RECENSIONE

[Da "Canenero" - settimanale anarchico, n. 39, 15 novembre 1996]

Re Nudo, Rivista mensile, ottobre 1996, numero uno
(Re Nudo edizioni, 96 pp.)

Denudare i re, all'epoca dei figli dei fiori, era cosa che veniva assai naturale. Spogliati della loro severità e intoccabilità, li si guardava con scherno, come a dire: “sotto sei nudo anche tu, sei come noi”. E' rinata, per la gioia di fricchettoni ed ex-militanti della sinistra extraparlamentare, una rivista vissuta negli anni settanta, carta impregnata d'incensi e misticismi. La rivista torna alla luce in veste rinnovata, con una grafica di lusso, un prezzo pesante e pretese altisonanti. Come ci fa notare Majid Valcarenghi, il direttore, il mensile si propone una scommessa, quella di estrinsecare un nuovo modo di fare giornalismo, una collaborazione continua e interattiva, un'oasi liberata dai luoghi comuni dell'informazione normale, una tribuna per penetrare in fondo a se stessi e per raggiungere nuove dimensioni.

Quella che proclama essere una delle vere ricchezze della rivista è la diversità di coloro che ne prendono parte, una diversità tutta a favore del confronto e della crescita spirituale di ognuno.
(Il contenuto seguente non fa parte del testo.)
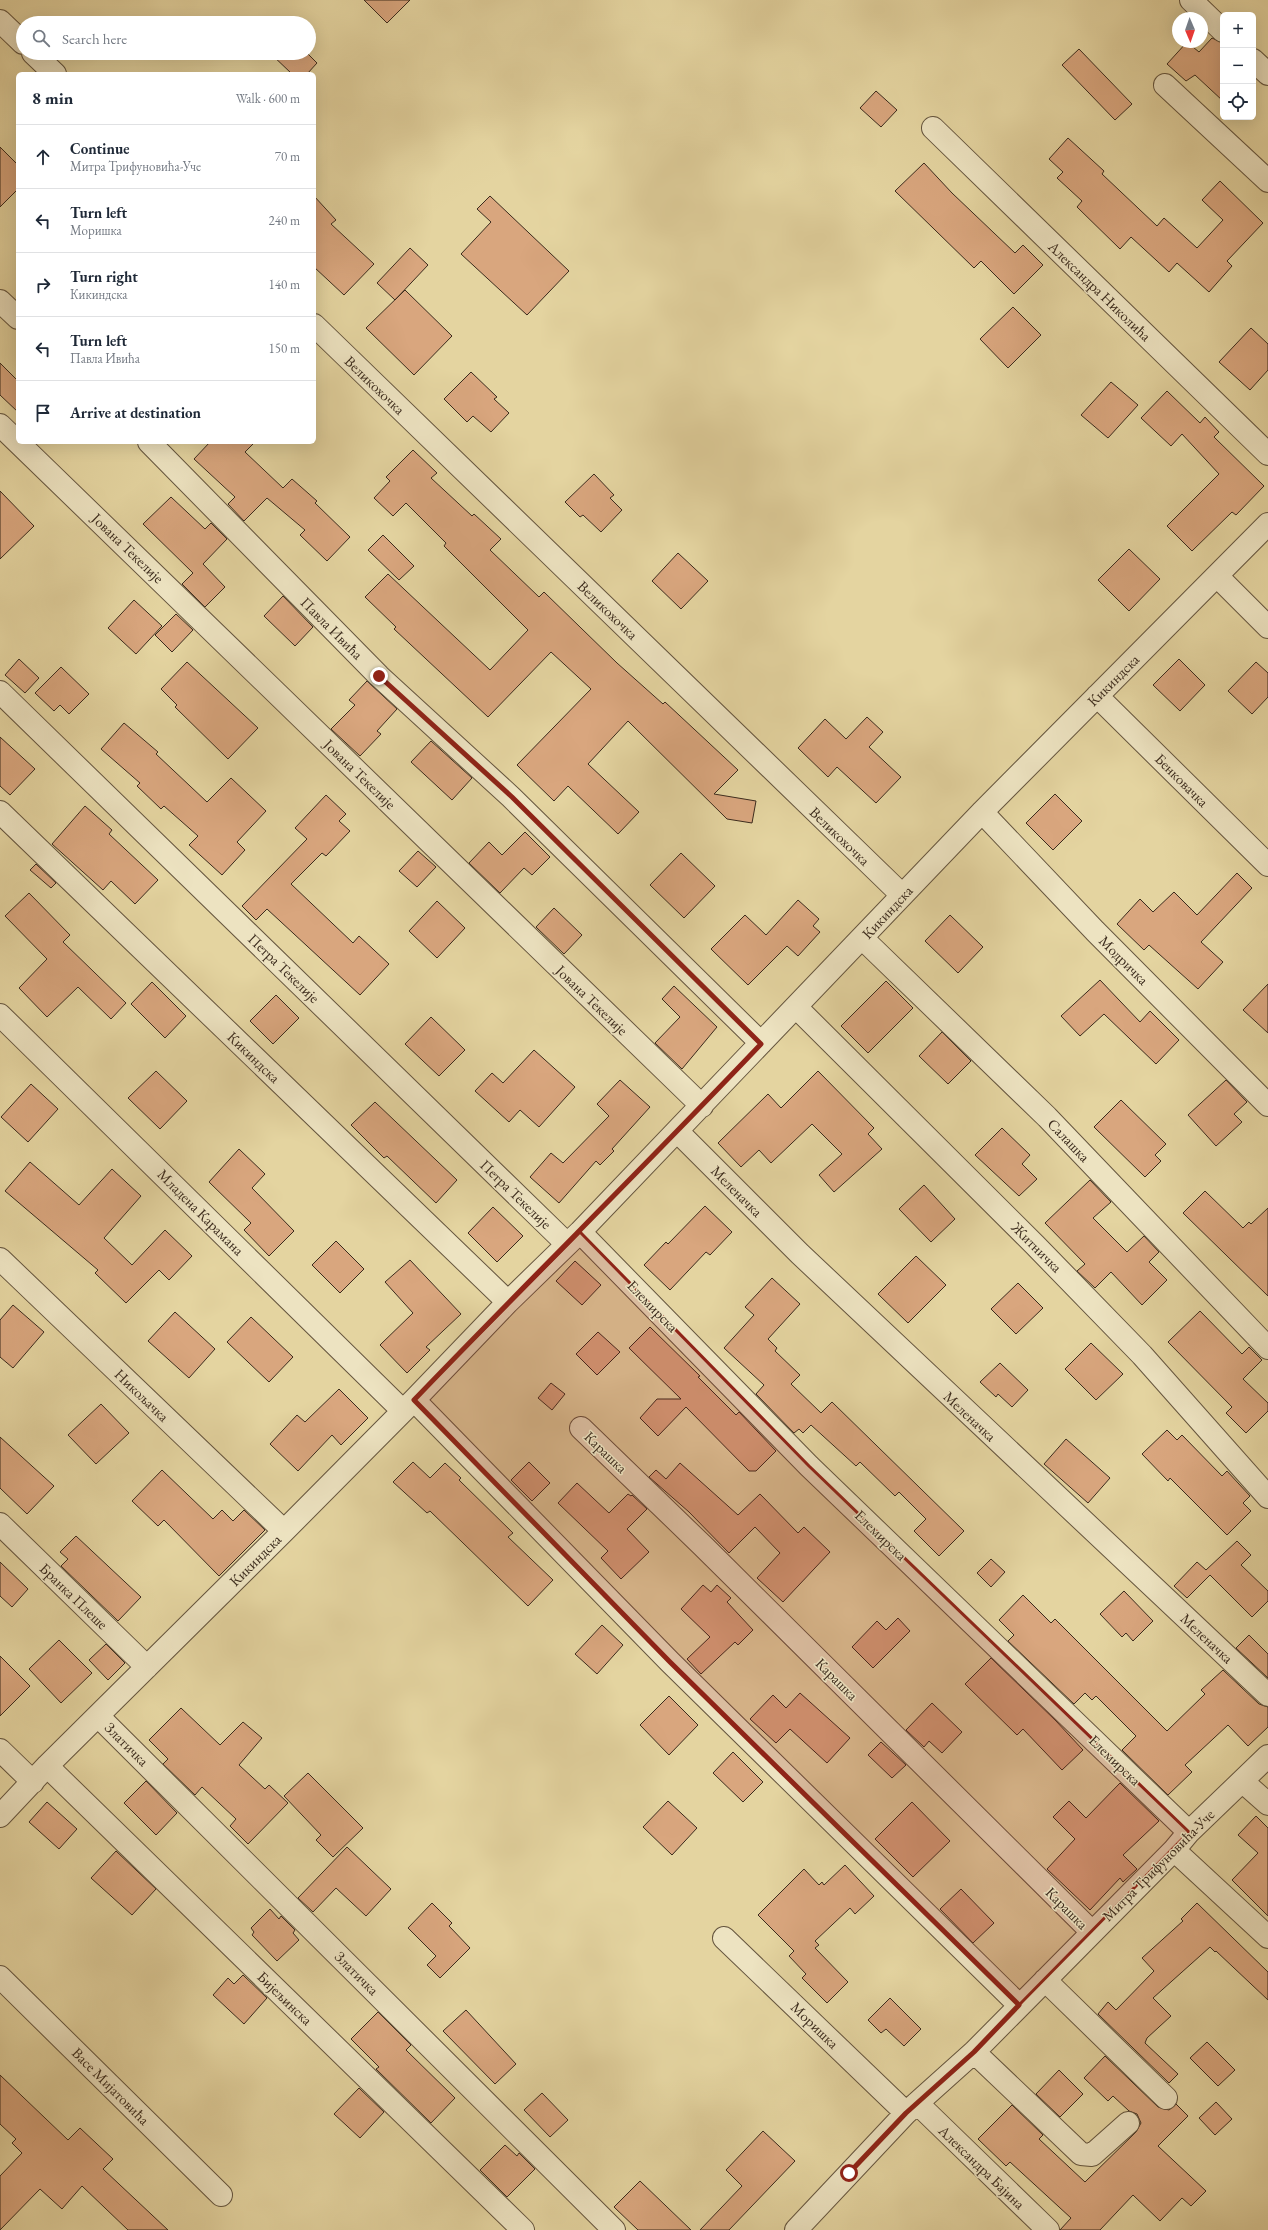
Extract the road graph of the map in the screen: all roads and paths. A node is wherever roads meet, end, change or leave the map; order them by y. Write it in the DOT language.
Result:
graph roads {
  1 [pos="1191,0"];
  2 [pos="0,21"];
  3 [pos="1220,28"];
  4 [pos="16,36"];
  5 [pos="40,60"];
  6 [pos="1256,63"];
  7 [pos="53,72"];
  8 [pos="1268,74"];
  9 [pos="1166,85"];
  10 [pos="933,128"];
  11 [pos="1268,181"];
  12 [pos="0,301"];
  13 [pos="16,316"];
  14 [pos="316,327"];
  15 [pos="0,424"];
  16 [pos="16,440"];
  17 [pos="21,444"];
  18 [pos="151,444"];
  19 [pos="1268,454"];
  20 [pos="1268,524"];
  21 [pos="1217,576"];
  22 [pos="1268,626"];
  23 [pos="0,692"];
  24 [pos="1097,696"];
  25 [pos="0,812"];
  26 [pos="982,812"];
  27 [pos="1268,865"];
  28 [pos="902,895"];
  29 [pos="862,938"];
  30 [pos="796,1007"];
  31 [pos="0,1015"];
  32 [pos="761,1044"];
  33 [pos="1268,1105"];
  34 [pos="702,1106"];
  35 [pos="678,1132"];
  36 [pos="574,1238"];
  37 [pos="0,1259"];
  38 [pos="508,1302"];
  39 [pos="1268,1348"];
  40 [pos="408,1405"];
  41 [pos="581,1428"];
  42 [pos="1268,1497"];
  43 [pos="0,1524"];
  44 [pos="284,1531"];
  45 [pos="147,1667"];
  46 [pos="1268,1695"];
  47 [pos="98,1716"];
  48 [pos="0,1750"];
  49 [pos="1268,1756"];
  50 [pos="47,1766"];
  51 [pos="1242,1781"];
  52 [pos="33,1782"];
  53 [pos="1268,1804"];
  54 [pos="0,1816"];
  55 [pos="1189,1832"];
  56 [pos="1174,1850"];
  57 [pos="1092,1932"];
  58 [pos="724,1938"];
  59 [pos="1268,1938"];
  60 [pos="0,1977"];
  61 [pos="1045,1980"];
  62 [pos="1019,2005"];
  63 [pos="974,2052"];
  64 [pos="1166,2098"];
  65 [pos="911,2108"];
  66 [pos="1128,2123"];
  67 [pos="221,2195"];
  68 [pos="523,2230"];
  69 [pos="614,2230"];
  70 [pos="796,2230"];
  71 [pos="1048,2230"];
  1 -- 3 [label="street"];
  2 -- 4 [label="street"];
  5 -- 7 [label="street"];
  6 -- 8 [label="street"];
  9 -- 11 [label="street"];
  10 -- 19 [label="street, Александра Николића"];
  12 -- 13 [label="street"];
  14 -- 28 [label="street, Великохочка"];
  15 -- 16 [label="street, Јована Текелије"];
  17 -- 34 [label="street, Јована Текелије"];
  18 -- 32 [label="street, Павла Ивића"];
  20 -- 21 [label="street, Кикиндска"];
  21 -- 22 [label="street"];
  21 -- 24 [label="street, Кикиндска"];
  23 -- 36 [label="street, Петра Текелије"];
  24 -- 26 [label="street, Кикиндска"];
  24 -- 27 [label="street, Бенковачка"];
  25 -- 38 [label="street, Кикиндска"];
  26 -- 28 [label="street, Кикиндска"];
  26 -- 33 [label="street, Модричка"];
  28 -- 29 [label="street, Кикиндска"];
  29 -- 30 [label="street, Кикиндска"];
  29 -- 39 [label="street, Салашка"];
  30 -- 32 [label="street, Кикиндска"];
  30 -- 42 [label="street, Житничка"];
  31 -- 40 [label="street, Младена Карамана"];
  32 -- 34 [label="street, Кикиндска"];
  34 -- 35 [label="street, Кикиндска"];
  35 -- 36 [label="street, Кикиндска"];
  35 -- 46 [label="street, Меленачка"];
  36 -- 38 [label="street, Кикиндска"];
  36 -- 55 [label="street, Елемирска"];
  37 -- 44 [label="street, Никољачка"];
  38 -- 40 [label="street, Кикиндска"];
  40 -- 44 [label="street, Кикиндска"];
  40 -- 62 [label="street"];
  41 -- 57 [label="street, Карашка"];
  43 -- 45 [label="street, Бранка Плеше"];
  44 -- 45 [label="street, Кикиндска"];
  45 -- 47 [label="street, Кикиндска"];
  47 -- 50 [label="street, Кикиндска"];
  47 -- 69 [label="street, Златичка"];
  48 -- 52 [label="street"];
  49 -- 51 [label="street, Митра Трифуновића-Уче"];
  50 -- 52 [label="street, Кикиндска"];
  50 -- 68 [label="street, Бијељинска"];
  51 -- 53 [label="street"];
  51 -- 55 [label="street, Митра Трифуновића-Уче"];
  52 -- 54 [label="street, Кикиндска"];
  55 -- 56 [label="street, Митра Трифуновића-Уче"];
  56 -- 57 [label="street, Митра Трифуновића-Уче"];
  56 -- 59 [label="street"];
  57 -- 61 [label="street, Митра Трифуновића-Уче"];
  58 -- 65 [label="street, Моришка"];
  60 -- 67 [label="street, Васе Мијатовића"];
  61 -- 62 [label="street, Митра Трифуновића-Уче"];
  61 -- 64 [label="street"];
  62 -- 63 [label="street, Митра Трифуновића-Уче"];
  63 -- 65 [label="street, Митра Трифуновића-Уче"];
  63 -- 66 [label="street"];
  65 -- 70 [label="street, Митра Трифуновића-Уче"];
  65 -- 71 [label="street, Александра Бајина"];
}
Di una gran bella fatta, questa diversità, non c'è che dire: il santone Osho che svela l'impossibilità di dare risposte giuste perché la vera risposta è nel non sentire più il bisogno di domandare, la rockstar Vasco Rossi che consiglia lo Stato di occuparsi del traffico e di far pagare le tasse, l'editorialista
progressista Michele Serra, quel pretaccio del Dalai Lama, il redivivo Giorgio Gaber tagliente come un grissino, gli psiconauti, gli affermati psicologi, le pubblicità dei centri di meditazione che pensano a come spiritualizzare gli adepti per materializzare il proprio conto in banca.

Ricorrente fino all'asfissia il tema dell'Oriente come mondo incontaminato da cui trarre i benefici dell'anima e la pace interiore. Una pace interiore che è distacco dalla realtà, rifiuto di un intervento deciso mirato al suo abbattimento, critica flebile e quasi inesistente alle cause di qualsiasi schiavitù. Tante parole, intrecciate, ricamate, dolci e mielose. Fra uno spinello e l'altro sale in aria insieme alle capriole di fumo tutto quello che la rivista si propone: il proprio distacco dalla realtà. Cercate pure voi stessi, pregate se volete. Concludo con Gaber, abile parolaio: “Di tutte le parole dette inutilmente dovrete rispondere nel giorno del giudizio”. Che
vi piomberà addosso nel bel mezzo di una meditazione.